For our DIY SQL Clone, we won't be using the Windows Disk Management GUI but the PowerShell Storage Cmdlets¸ built into Windows. For creating VHDx disks, we also need the help of a set PowerShell Cmdlets that are part of the Hyper-V module. This module is available for Windows via Add a feature or can be installed and activated with PowerShell. Please see Nicolas Prigent's article for more information on activating the Hyper-V Windows feature with PowerShell.

Create a parent VHD (the data image)

In the following example, we want to create a dynamically growing VHD that will be mounted to the folder, C:\mnt\parent\.

# declare variables
$ParentVhdPath = "C:\vhd\parent.vhdx"  # location of base VHD 
$ParentVhdSize = 2048GB                # maximum size of a VHD, size is dynamically expanding
$ParentVhdMountPath = "C:\mnt\parent\" # NTFS folder mount point
# Create folder
New-Item -ItemType directory -Path $ParentVhdMountPath
# Create the parent VHD, Mount + format it
New-VHD -Path $ParentVhdPath -Dynamic -SizeBytes $ParentVhdSize  | Mount-VHD -Passthru | Initialize-Disk -Passthru | New-Partition -UseMaximumSize | Format-Volume -FileSystem NTFS -Confirm:$false -Force
# Mount the partition as a NTFS folder 
Get-DiskImage -ImagePath $ParentVhdPath | Get-Disk | Get-Partition | Where-Object -FilterScript {$_.Type -Eq "Basic"} | Add-PartitionAccessPath -AccessPath $ParentVhdMountPath

Listing 1: Create a VHD and mount it to a folder

Here is the result:

Figure 7: Result of the VHD creation and folder mounting

Now we will use hobocopy to copy all files that are in the folder F:\SQL\Data to C:\mnt\parent\, the folder mounted VHD we have just created.

# declare variables
$SQLDataPath = "F:\SQL\Data\"          # location of the MDF / LDF files
# Copy via VSS the SQL data to the VHD (NTFS Mount)
hobocopy $SQLDataPath $ParentVhdMountPath

Listing 2: Copy files with hobocopy to the VHD

Figure 8: Terminal output of the hobocopy command

Create the clone from the image

With hobocopy as VSS requestor and the parent VHD, we emulated the first stage of database cloning, it is now time to mimic the rest.

Differencing VHDs

The data image is created as a parent VHD, but it does not stop there. With VHDs on Windows we can use a technique to make Parent and Differencing disks.
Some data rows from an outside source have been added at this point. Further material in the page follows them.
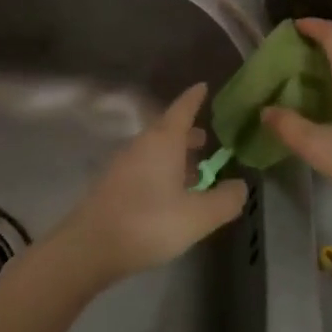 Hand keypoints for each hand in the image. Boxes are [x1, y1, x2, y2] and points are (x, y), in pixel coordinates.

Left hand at [55, 83, 247, 280]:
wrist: (91, 245)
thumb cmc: (149, 222)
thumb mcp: (197, 216)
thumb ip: (224, 200)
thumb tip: (240, 185)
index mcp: (163, 141)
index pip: (182, 109)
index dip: (194, 98)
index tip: (203, 86)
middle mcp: (142, 144)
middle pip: (167, 130)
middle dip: (188, 133)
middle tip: (207, 139)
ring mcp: (124, 163)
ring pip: (155, 150)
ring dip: (175, 155)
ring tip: (195, 172)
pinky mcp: (114, 183)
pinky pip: (144, 166)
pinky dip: (162, 170)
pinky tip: (171, 194)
These differencing disks (also called child disks) are seen by Windows as copy of the original VHD but with a fraction of the size. To be more precise the Differencing VHD only contains the differences from the parent VHD, and the VHDs together are seen by Windows Disk Management as just one disk.

The parent VHD must be set to read-only when used in a differencing use case. This means that any database clones created from the parent VHD all see the same 'immutable' data in the parent image, plus local changes (stored in the differencing disk). This makes a clone very quick and easy to reset back to its original state.

Storing all our SQL Server data on a parent disk and creating a differencing disk from it sounds a bit SQL Clonish, doesn't it? Spot on, this is exactly what SQL Clone does.

Create a differencing disk

It is now time to create the clone, which is a child VHD or in other words, a differencing disk for the parent VHD, which contains all the SQL data.

Before we create the child VHD, we first dismount the parent VHD and make it read only. We then create the new VHD and mount it to the folder, C:\mnt\clone<copy>\. The copy part can be used to make more than one clone copy, with the same script.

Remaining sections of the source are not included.